[Dataset entries]
..............................

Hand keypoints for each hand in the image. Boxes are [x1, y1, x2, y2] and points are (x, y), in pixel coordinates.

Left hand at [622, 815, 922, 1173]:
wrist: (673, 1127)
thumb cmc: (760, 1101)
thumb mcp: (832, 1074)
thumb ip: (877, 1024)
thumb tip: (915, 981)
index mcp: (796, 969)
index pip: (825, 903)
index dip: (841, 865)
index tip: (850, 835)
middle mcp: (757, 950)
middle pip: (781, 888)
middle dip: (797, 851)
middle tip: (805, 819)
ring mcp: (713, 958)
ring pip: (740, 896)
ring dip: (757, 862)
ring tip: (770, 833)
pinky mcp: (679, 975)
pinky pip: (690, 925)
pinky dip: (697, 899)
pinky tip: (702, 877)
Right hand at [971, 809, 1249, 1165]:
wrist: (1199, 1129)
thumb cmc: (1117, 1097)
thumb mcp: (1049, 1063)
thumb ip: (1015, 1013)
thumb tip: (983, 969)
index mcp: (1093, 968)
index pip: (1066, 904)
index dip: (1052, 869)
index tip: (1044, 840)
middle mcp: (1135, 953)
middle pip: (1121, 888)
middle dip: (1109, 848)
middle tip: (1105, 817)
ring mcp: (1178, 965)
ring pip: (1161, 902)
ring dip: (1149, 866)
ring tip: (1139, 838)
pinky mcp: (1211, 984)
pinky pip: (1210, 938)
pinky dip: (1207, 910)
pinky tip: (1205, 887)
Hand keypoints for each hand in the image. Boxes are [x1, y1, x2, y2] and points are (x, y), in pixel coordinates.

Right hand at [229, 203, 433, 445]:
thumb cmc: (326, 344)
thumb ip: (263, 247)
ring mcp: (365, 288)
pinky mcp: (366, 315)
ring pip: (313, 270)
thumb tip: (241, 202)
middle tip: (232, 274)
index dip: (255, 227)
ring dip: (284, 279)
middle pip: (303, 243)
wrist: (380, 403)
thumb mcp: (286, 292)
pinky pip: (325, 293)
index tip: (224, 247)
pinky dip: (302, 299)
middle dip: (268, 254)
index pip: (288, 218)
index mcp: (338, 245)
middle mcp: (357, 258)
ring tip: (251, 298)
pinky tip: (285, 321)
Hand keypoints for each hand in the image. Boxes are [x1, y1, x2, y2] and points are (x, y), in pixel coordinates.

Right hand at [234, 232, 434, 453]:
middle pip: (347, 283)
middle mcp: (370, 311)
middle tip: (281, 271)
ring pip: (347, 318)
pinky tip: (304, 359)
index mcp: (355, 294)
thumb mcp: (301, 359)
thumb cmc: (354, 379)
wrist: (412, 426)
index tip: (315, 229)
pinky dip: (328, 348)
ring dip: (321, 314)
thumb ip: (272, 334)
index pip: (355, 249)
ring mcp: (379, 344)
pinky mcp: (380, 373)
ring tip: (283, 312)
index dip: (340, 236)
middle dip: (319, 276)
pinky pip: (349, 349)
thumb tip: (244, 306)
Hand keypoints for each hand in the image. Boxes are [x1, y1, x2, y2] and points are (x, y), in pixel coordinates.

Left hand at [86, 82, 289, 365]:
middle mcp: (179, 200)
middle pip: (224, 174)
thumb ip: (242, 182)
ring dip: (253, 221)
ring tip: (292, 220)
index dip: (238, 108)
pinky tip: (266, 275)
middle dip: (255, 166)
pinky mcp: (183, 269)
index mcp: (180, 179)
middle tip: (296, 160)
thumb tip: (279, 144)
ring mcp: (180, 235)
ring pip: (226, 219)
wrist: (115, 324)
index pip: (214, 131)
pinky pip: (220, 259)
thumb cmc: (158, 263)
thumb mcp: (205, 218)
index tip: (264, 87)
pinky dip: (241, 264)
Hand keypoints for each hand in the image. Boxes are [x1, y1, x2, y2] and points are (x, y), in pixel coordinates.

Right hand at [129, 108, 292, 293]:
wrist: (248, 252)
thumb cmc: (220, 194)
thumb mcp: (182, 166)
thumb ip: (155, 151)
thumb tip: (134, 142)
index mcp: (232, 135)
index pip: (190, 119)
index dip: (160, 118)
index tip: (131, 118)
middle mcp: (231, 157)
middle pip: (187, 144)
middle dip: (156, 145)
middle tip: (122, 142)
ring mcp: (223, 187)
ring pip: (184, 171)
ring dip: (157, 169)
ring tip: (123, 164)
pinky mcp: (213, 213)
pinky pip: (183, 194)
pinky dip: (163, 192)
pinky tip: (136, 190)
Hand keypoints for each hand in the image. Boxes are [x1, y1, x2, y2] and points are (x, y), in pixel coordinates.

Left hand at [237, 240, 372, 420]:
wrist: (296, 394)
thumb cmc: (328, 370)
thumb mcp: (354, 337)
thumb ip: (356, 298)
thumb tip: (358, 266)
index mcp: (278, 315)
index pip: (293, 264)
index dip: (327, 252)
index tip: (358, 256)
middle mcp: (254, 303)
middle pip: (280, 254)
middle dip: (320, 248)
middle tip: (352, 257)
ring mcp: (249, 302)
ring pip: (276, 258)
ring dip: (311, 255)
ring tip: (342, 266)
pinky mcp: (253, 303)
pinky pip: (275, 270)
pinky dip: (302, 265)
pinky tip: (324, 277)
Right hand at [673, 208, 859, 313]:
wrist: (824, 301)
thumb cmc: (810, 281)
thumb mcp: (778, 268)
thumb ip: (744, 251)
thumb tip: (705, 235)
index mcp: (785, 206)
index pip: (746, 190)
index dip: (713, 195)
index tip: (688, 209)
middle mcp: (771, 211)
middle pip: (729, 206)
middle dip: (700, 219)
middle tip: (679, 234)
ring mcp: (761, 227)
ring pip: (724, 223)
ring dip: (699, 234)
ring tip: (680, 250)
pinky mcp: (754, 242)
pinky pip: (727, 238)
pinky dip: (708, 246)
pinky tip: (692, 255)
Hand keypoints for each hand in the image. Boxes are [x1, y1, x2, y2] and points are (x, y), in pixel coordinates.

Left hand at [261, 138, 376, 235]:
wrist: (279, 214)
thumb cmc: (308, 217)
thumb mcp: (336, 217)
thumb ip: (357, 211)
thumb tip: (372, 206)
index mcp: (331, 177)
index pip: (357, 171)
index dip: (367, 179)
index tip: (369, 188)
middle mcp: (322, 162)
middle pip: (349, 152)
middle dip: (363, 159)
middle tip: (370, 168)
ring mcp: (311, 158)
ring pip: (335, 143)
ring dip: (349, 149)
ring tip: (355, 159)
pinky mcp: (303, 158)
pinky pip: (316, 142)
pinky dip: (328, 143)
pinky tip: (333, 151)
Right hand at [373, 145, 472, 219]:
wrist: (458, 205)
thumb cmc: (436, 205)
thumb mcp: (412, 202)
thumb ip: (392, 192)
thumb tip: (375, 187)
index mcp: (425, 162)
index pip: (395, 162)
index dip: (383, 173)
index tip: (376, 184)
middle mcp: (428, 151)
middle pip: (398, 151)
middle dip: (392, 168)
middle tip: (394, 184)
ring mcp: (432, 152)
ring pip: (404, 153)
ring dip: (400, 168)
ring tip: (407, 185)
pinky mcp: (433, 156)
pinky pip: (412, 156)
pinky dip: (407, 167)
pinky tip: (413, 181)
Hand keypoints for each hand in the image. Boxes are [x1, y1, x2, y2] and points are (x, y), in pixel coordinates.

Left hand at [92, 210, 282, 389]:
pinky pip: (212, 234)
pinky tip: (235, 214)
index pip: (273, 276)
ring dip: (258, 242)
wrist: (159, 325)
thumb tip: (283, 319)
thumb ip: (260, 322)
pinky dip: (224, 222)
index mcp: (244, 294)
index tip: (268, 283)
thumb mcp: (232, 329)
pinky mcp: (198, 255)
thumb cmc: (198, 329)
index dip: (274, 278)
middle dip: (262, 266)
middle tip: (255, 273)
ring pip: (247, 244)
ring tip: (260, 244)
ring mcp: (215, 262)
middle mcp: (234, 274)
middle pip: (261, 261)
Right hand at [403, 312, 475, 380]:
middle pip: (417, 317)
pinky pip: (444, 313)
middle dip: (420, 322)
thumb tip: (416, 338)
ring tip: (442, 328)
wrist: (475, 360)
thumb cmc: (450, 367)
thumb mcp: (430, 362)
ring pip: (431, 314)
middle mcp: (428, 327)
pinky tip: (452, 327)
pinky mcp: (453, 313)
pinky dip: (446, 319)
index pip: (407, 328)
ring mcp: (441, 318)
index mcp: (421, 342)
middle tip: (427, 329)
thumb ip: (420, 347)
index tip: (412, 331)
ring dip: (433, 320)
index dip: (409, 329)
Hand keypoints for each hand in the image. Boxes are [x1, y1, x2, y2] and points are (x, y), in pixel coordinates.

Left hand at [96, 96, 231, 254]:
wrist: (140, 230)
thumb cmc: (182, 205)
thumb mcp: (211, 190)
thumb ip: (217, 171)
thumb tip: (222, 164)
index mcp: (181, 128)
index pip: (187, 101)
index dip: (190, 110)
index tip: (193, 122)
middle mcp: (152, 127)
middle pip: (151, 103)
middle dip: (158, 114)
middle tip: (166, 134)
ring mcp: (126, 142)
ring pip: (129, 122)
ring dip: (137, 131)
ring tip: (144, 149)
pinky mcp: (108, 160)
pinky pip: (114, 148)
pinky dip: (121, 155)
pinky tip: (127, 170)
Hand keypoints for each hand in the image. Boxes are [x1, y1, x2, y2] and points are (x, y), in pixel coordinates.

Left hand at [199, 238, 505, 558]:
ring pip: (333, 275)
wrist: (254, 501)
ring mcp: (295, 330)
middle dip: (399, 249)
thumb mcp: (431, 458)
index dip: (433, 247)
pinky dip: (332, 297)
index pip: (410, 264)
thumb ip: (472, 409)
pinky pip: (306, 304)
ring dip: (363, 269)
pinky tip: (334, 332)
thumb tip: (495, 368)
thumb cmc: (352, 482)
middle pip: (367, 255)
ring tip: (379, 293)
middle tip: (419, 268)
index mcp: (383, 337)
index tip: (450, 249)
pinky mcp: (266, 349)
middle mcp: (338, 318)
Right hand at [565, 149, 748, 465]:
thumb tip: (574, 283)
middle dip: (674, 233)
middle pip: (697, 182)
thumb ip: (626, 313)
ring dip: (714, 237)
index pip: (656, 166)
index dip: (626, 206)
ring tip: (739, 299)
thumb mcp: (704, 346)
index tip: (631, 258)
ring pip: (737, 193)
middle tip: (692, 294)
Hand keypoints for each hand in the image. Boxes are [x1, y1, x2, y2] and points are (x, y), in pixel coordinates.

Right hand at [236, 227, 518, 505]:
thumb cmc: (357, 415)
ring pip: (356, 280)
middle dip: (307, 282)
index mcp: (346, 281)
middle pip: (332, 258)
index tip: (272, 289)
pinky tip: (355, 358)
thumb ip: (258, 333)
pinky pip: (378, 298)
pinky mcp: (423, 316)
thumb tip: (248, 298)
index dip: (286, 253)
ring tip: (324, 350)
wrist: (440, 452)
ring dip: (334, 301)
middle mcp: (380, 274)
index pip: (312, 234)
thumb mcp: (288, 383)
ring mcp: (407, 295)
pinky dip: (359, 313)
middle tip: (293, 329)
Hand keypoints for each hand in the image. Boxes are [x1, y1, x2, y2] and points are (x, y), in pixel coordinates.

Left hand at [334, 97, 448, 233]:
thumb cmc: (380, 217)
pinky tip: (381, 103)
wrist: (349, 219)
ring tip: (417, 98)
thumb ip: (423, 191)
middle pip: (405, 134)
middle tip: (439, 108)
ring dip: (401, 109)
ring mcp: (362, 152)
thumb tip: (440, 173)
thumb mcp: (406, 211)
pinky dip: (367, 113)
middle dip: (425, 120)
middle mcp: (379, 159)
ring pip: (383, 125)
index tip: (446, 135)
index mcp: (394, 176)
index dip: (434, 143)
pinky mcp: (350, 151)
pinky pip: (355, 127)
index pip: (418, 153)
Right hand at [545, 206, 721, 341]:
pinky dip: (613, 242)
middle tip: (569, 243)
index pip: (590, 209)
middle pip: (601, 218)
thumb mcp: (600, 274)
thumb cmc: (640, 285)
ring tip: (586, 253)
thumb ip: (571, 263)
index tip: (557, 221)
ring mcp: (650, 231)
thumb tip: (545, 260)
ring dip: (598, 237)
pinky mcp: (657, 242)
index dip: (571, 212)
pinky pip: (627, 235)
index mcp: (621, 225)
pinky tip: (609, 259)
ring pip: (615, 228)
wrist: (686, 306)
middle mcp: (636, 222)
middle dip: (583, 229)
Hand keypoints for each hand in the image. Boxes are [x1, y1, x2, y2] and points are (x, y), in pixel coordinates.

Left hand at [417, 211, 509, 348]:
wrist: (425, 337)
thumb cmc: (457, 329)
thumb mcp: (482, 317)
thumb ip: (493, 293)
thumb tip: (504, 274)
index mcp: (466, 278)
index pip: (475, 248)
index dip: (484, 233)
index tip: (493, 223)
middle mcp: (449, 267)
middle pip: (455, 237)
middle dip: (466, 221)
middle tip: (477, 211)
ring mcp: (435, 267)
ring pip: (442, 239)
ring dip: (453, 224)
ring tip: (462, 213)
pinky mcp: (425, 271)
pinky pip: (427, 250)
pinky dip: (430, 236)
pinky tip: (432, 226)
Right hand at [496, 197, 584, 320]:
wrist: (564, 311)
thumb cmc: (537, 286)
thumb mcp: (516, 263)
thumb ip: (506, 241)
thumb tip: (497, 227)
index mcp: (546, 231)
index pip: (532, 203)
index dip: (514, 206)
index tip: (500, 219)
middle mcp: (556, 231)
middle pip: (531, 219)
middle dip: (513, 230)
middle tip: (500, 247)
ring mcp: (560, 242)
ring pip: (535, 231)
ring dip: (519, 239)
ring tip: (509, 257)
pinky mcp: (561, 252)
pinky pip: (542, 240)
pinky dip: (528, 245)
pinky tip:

..............................

## Goal of the exercise
All that belongs in your answer is the stretch of entries above from the line with "index mcp: (331, 177)" through the line with "middle dip: (392, 168)", printed exactly.

## Response
index mcp: (331, 177)
index pip: (357, 171)
index dip: (367, 179)
index tip: (369, 188)
middle mcp: (322, 162)
middle pip: (349, 152)
middle dip: (363, 159)
middle tip: (370, 168)
ring mcp: (311, 158)
ring pip: (335, 143)
ring dip: (349, 149)
ring tip: (355, 159)
pinky mcp: (303, 158)
pinky pip: (316, 142)
pinky dip: (328, 143)
pinky tip: (333, 151)
Right hand at [373, 145, 472, 219]:
wrist: (458, 205)
thumb cmc: (436, 205)
thumb mcp: (412, 202)
thumb ip: (392, 192)
thumb tip: (375, 187)
index mcp: (425, 162)
index pip: (395, 162)
index dip: (383, 173)
index tip: (376, 184)
middle mcp: (428, 151)
middle pip: (398, 151)
middle dip: (392, 168)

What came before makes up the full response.